Para a depressão e o stress, aconselham-se os alimentos “ricos em fósforo e ferro, minerais, cálcio e gorduras boas, como é o caso das ómega-3”. Os frutos secos, como as nozes, avelãs, pinhões e amêndoas, são particularmente bons. Os estudantes devem apostar igualmente numa dieta deste tipo, uma vez que estão a exercitar continuamente o cérebro. “Mas, atenção, é preciso comer com parcimónia. Meia dúzia de frutos secos, uma ou duas vezes por semana, basta”, observa João Breda.

Para evitar as gripes, a receita é mesmo apostar na vitamina C. “Comer muitos frutos, sobretudo citrinos. O kiwi também é excelente, graças às suas capacidades imunitárias, assim como os probióticos, leites fermentados com bactérias boas”, diz, sublinhando a importância de acompanhar este plano alimentar com alguma actividade física. “É fundamental para estimular o sistema imunitário.”

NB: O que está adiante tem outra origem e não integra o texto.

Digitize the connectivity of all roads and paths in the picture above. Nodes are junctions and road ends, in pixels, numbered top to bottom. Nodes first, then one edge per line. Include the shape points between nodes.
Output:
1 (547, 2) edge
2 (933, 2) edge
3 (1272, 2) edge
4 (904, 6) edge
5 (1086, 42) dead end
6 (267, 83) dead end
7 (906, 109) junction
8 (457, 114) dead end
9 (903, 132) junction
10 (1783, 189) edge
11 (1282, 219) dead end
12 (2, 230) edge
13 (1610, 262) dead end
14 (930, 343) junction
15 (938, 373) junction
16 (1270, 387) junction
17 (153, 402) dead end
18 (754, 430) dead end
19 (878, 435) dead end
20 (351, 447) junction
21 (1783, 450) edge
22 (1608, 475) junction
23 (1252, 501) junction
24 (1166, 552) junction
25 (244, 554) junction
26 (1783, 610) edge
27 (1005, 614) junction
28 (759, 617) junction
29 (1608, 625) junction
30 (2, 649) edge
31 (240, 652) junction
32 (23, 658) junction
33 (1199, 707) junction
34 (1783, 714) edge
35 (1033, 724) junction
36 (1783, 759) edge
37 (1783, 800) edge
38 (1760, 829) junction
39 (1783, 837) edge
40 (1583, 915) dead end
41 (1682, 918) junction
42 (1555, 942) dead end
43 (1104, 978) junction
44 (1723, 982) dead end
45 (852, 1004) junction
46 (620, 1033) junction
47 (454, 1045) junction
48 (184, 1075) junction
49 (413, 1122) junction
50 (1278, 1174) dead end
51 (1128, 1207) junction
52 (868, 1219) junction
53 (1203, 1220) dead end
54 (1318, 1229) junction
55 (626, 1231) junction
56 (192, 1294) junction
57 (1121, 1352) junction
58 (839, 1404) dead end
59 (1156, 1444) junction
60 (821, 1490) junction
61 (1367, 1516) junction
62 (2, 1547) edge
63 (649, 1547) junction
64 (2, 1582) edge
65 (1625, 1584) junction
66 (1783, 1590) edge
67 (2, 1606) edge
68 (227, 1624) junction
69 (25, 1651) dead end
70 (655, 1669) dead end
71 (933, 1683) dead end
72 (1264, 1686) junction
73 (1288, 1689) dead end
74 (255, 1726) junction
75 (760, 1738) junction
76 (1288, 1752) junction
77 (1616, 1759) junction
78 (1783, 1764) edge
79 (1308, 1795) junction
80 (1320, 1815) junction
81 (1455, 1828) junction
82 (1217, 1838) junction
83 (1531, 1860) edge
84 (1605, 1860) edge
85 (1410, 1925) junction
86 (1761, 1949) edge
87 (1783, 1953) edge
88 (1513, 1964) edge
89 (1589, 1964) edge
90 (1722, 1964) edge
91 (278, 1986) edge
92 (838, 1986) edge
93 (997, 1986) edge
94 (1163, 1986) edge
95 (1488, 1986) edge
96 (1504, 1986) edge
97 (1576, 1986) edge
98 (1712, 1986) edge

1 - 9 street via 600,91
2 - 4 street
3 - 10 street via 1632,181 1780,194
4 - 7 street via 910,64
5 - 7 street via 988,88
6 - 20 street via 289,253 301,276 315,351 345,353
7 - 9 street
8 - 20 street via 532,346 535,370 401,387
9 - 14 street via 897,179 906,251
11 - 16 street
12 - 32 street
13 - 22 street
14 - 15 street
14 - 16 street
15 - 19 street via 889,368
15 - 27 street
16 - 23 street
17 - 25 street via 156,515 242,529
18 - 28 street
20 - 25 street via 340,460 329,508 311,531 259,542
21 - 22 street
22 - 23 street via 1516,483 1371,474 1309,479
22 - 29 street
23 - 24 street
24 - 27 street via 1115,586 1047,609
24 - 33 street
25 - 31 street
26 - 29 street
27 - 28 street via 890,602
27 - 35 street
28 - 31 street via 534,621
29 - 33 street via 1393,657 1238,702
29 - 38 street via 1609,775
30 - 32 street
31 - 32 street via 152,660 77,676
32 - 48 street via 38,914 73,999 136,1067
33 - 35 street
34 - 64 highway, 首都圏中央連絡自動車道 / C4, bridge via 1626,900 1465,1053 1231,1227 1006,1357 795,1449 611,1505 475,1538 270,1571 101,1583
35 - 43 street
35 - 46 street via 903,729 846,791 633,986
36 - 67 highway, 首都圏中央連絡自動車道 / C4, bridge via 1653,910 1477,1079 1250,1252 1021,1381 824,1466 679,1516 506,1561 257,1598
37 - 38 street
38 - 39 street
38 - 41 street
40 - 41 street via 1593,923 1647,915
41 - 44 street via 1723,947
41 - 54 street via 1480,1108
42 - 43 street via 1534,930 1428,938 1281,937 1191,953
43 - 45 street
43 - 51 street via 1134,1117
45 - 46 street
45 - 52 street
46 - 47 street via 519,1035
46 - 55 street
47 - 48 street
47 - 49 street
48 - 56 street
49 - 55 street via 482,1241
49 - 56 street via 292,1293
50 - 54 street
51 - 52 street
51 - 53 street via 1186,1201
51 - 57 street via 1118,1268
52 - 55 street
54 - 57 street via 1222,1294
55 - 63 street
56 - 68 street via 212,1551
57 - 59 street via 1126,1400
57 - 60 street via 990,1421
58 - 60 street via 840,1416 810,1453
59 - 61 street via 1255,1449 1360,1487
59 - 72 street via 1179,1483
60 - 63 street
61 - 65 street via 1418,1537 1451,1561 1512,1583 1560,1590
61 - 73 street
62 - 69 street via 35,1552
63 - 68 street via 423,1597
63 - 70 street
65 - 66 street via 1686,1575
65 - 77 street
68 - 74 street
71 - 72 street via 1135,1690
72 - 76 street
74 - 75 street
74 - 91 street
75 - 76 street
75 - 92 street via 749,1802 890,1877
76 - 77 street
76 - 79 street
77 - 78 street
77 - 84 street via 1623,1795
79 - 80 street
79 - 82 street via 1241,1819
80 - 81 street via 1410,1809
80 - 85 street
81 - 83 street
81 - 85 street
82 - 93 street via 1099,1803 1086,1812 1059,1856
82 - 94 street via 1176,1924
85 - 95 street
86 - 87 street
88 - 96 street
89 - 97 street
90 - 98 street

Com a menopausa, o risco cardiovascular na mulher passa a aproximar-se do do homem, ficando igualmente susceptível a outras doenças, como a osteoporose e o cancro da mama. Os hábitos de vida são ainda mais importantes, nesta fase. A prática regular de exercício físico e a ingestão de determinados alimentos em quantidades suficientes são essenciais. “É importante consumir mais frutos e vegetais, e comer menos alimentos de origem animal, reduzindo assim as gorduras saturadas. Por outro lado, convém satisfazer as necessidades de cálcio, bebendo o equivalente a meio litro de leite e substitutos por dia, preferencialmente as suas variedades tendencialmente desnatadas. Ou seja, os magros e os meio gordos.”